Multirate partial differential algebraic equations for simulating radio frequency signals

• Published in: European journal of applied mathematics Vol. 18; no. 6; pp. 709 - 743
• Main Authors: PULCH, ROLAND, GÜNTHER, MICHAEL, KNORR, STEPHANIE
• Format: Journal Article
• Language: English
• Published: Cambridge, UK Cambridge University Press 01.12.2007
• Subjects: A Survey in Mathematics for Industry; Algebra; Applied mathematics; Mathematics; Radio frequency; Simulation
• ISSN: 0956-7925; 1469-4425
• DOI: 10.1017/S0956792507007188

In radio frequency (RF) applications, electric circuits produce signals exhibiting fast oscillations, whereas the amplitude and frequency may change slowly in time.
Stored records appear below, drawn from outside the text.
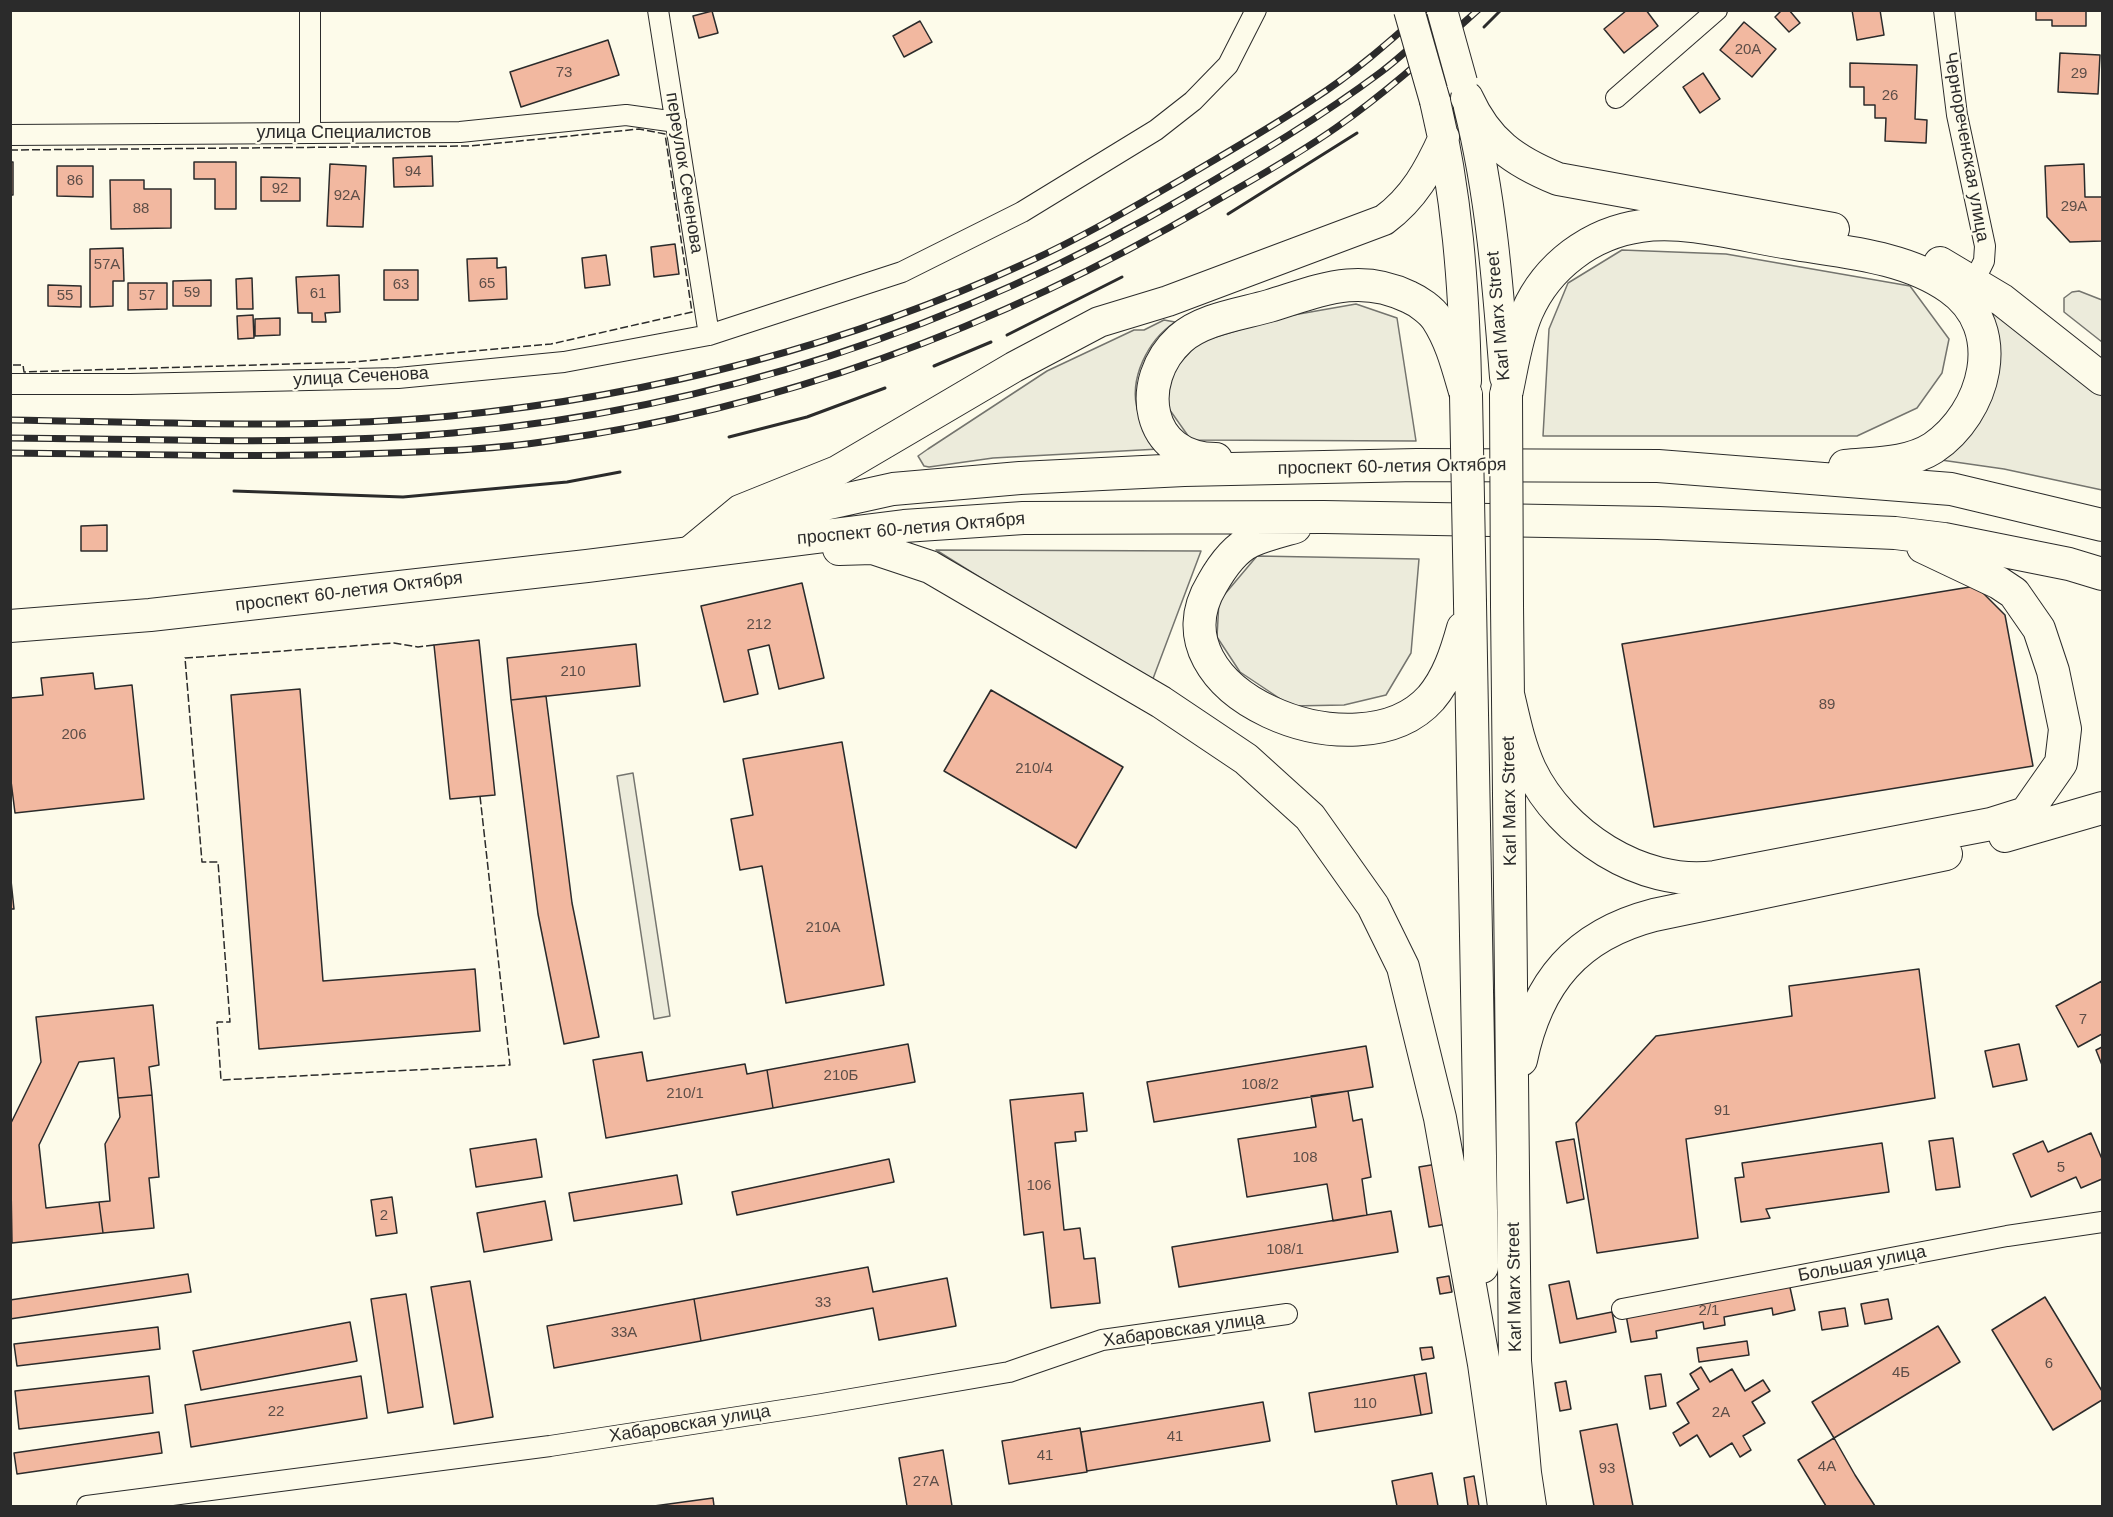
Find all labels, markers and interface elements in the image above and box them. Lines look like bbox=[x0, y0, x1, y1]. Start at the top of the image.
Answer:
house number: 20А bbox=[1735, 41, 1761, 59]
street label: Чернореченская улица bbox=[1939, 50, 1993, 244]
house number: 73 bbox=[556, 64, 572, 82]
house number: 29 bbox=[2071, 65, 2087, 83]
house number: 26 bbox=[1882, 87, 1898, 105]
street label: переулок Сеченова bbox=[661, 91, 707, 255]
street label: улица Специалистов bbox=[257, 122, 431, 144]
house number: 94 bbox=[405, 163, 421, 181]
house number: 86 bbox=[67, 172, 83, 190]
house number: 92 bbox=[272, 180, 288, 198]
house number: 92А bbox=[334, 187, 360, 205]
house number: 29А bbox=[2061, 198, 2087, 216]
house number: 88 bbox=[133, 200, 149, 218]
street label: Karl Marx Street bbox=[1483, 250, 1515, 382]
house number: 57А bbox=[94, 256, 120, 274]
house number: 65 bbox=[479, 275, 495, 293]
house number: 63 bbox=[393, 276, 409, 294]
house number: 59 bbox=[184, 284, 200, 302]
house number: 61 bbox=[310, 285, 326, 303]
house number: 55 bbox=[57, 287, 73, 305]
house number: 57 bbox=[139, 287, 155, 305]
street label: улица Сеченова bbox=[293, 363, 429, 391]
street label: проспект 60-летия Октября bbox=[1277, 454, 1507, 480]
street label: проспект 60-летия Октября bbox=[796, 508, 1026, 550]
street label: проспект 60-летия Октября bbox=[234, 567, 464, 617]
house number: 212 bbox=[746, 616, 772, 634]
house number: 210 bbox=[560, 663, 586, 681]
house number: 89 bbox=[1819, 696, 1835, 714]
house number: 206 bbox=[61, 726, 87, 744]
street label: Karl Marx Street bbox=[1498, 736, 1522, 866]
house number: 210/4 bbox=[1015, 760, 1053, 778]
house number: 210А bbox=[805, 919, 841, 937]
house number: 7 bbox=[2079, 1011, 2087, 1029]
house number: 210Б bbox=[824, 1067, 858, 1085]
house number: 108/2 bbox=[1241, 1076, 1279, 1094]
house number: 210/1 bbox=[666, 1085, 704, 1103]
house number: 91 bbox=[1714, 1102, 1730, 1120]
house number: 108 bbox=[1292, 1149, 1318, 1167]
house number: 5 bbox=[2057, 1159, 2065, 1177]
house number: 106 bbox=[1026, 1177, 1052, 1195]
house number: 2 bbox=[380, 1207, 388, 1225]
street label: Karl Marx Street bbox=[1503, 1222, 1527, 1352]
house number: 108/1 bbox=[1266, 1241, 1304, 1259]
street label: Большая улица bbox=[1796, 1241, 1928, 1287]
house number: 33 bbox=[815, 1294, 831, 1312]
house number: 2/1 bbox=[1699, 1302, 1719, 1320]
street label: Хабаровская улица bbox=[1102, 1308, 1266, 1352]
house number: 33А bbox=[611, 1324, 637, 1342]
house number: 6 bbox=[2045, 1355, 2053, 1373]
house number: 4Б bbox=[1892, 1364, 1910, 1382]
house number: 110 bbox=[1353, 1395, 1377, 1413]
street label: Хабаровская улица bbox=[608, 1401, 772, 1447]
house number: 22 bbox=[268, 1403, 284, 1421]
house number: 2А bbox=[1712, 1404, 1730, 1422]
house number: 41 bbox=[1167, 1428, 1183, 1446]
house number: 41 bbox=[1037, 1447, 1053, 1465]
house number: 4А bbox=[1818, 1458, 1836, 1476]
house number: 93 bbox=[1599, 1460, 1615, 1478]
house number: 27А bbox=[913, 1473, 939, 1491]

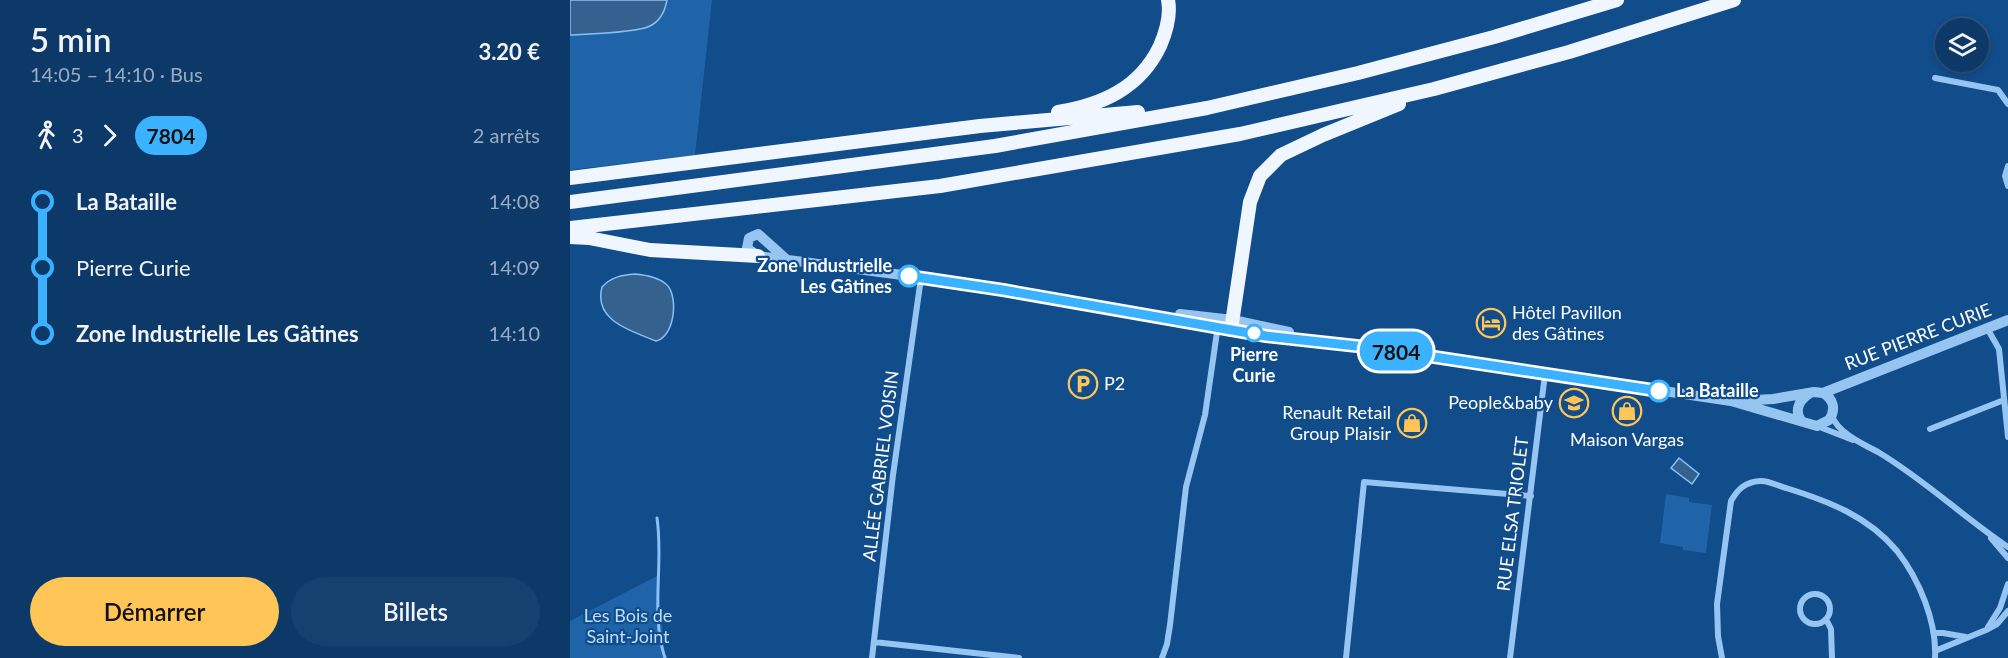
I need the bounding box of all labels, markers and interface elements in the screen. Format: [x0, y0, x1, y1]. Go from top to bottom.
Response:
map controls [1935, 18, 1989, 72]
button: layers [1935, 18, 1989, 72]
text: 5 min [30, 19, 111, 59]
text: 3.20 € [478, 38, 540, 65]
text: 14:05 – 14:10 · Bus [30, 62, 203, 86]
icon: walk [30, 119, 63, 152]
icon: forward [93, 119, 126, 152]
text: 3 [72, 123, 84, 147]
text: 7804 [147, 123, 195, 148]
text: 2 arrêts [473, 123, 540, 147]
text: La Bataille [76, 188, 177, 215]
text: 14:08 [489, 189, 540, 213]
text: Pierre Curie [76, 254, 191, 281]
place label: Zone Industrielle Les Gâtines [757, 254, 892, 297]
text: 14:09 [489, 255, 540, 279]
marker: Zone Industrielle Les Gâtines [898, 265, 920, 287]
street label: RUE PIERRE CURIE [1841, 298, 1994, 374]
place label: Hôtel Pavillon des Gâtines [1512, 301, 1622, 344]
hotel icon: Hôtel Pavillon des Gâtines [1475, 307, 1507, 339]
text: Zone Industrielle Les Gâtines [76, 320, 359, 347]
text: 14:10 [489, 321, 540, 345]
marker: Pierre Curie [1245, 324, 1263, 342]
line badge: 7804 [1354, 332, 1438, 370]
text: 7804 [1372, 339, 1420, 364]
place label: Pierre Curie [1230, 343, 1278, 386]
parking icon: P2 [1067, 368, 1099, 400]
street label: ALLÉE GABRIEL VOISIN [857, 369, 903, 563]
place label: P2 [1104, 372, 1125, 394]
place label: La Bataille [1676, 379, 1759, 401]
marker: La Bataille [1648, 380, 1670, 402]
school or university icon: People&baby [1558, 387, 1590, 419]
place label: People&baby [1448, 391, 1554, 413]
shop icon: Maison Vargas [1611, 395, 1643, 427]
place label: Renault Retail Group Plaisir [1282, 401, 1391, 444]
shop icon: Renault Retail Group Plaisir [1396, 407, 1428, 439]
place label: Maison Vargas [1570, 428, 1684, 450]
street label: RUE ELSA TRIOLET [1492, 435, 1532, 593]
button: Démarrer [30, 577, 279, 646]
button: Billets [291, 577, 540, 646]
park label: Les Bois de Saint-Joint [584, 604, 672, 647]

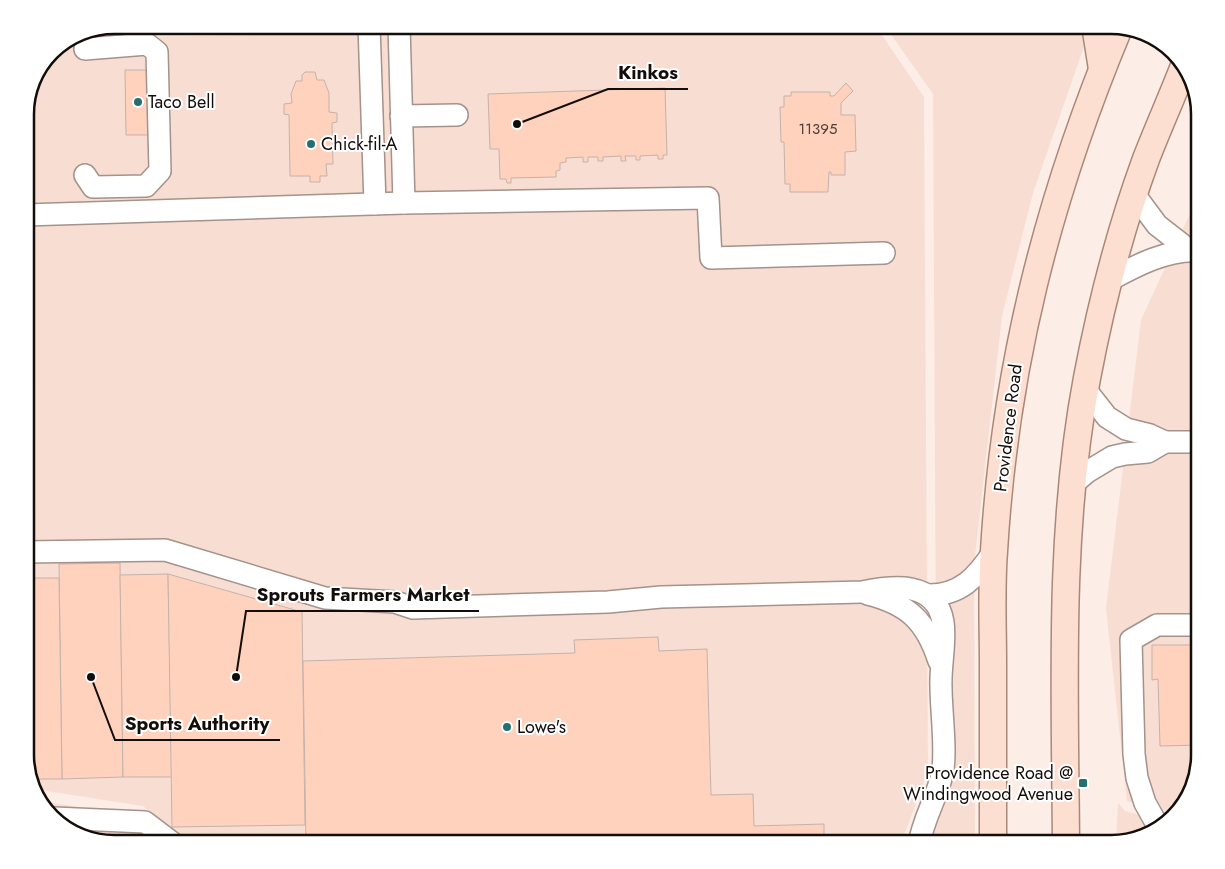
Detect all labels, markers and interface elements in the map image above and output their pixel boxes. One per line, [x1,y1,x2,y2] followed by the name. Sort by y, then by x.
[608,55,688,89] callout: Kinkos
[618,59,678,86] text: Kinkos
[148,89,215,115] place label: Taco Bell
[132,96,144,108] marker: Taco Bell
[799,118,837,140] house number: 11395
[321,131,398,157] place label: Chick-fil-A
[305,138,317,150] marker: Chick-fil-A
[987,363,1029,493] street label: Providence Road
[246,577,479,611] callout: Sprouts Farmers Market
[257,581,469,608] text: Sprouts Farmers Market
[115,706,280,740] callout: Sports Authority
[125,710,270,737] text: Sports Authority
[517,714,566,740] place label: Lowe's
[501,721,513,733] marker: Lowe's
[903,760,1073,807] place label: Providence Road @ Windingwood Avenue
[1077,777,1089,789] marker: Providence Road @ Windingwood Avenue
Thus, solving a system of differential algebraic equations (DAEs), which describes the circuit's transient behaviour, becomes inefficient, since the fast rate restricts the step sizes in time. A multivariate model is able to decouple the widely separated time scales of RF signals and provides an alternative approach. Consequently, a system of DAEs changes into a system of multirate partial differential algebraic equations (MPDAEs). The determination of multivariate solutions allows for the exact reconstruction of corresponding time-dependent signals. Hence, an efficient numerical simulation is obtained by exploiting the periodicities in fast time scales. We outline the theory of this multivariate approach with respect to the simulation of amplitude as well as frequency modulated signals. Furthermore, a survey of numerical methods for solving the arising problems of MPDAEs is given.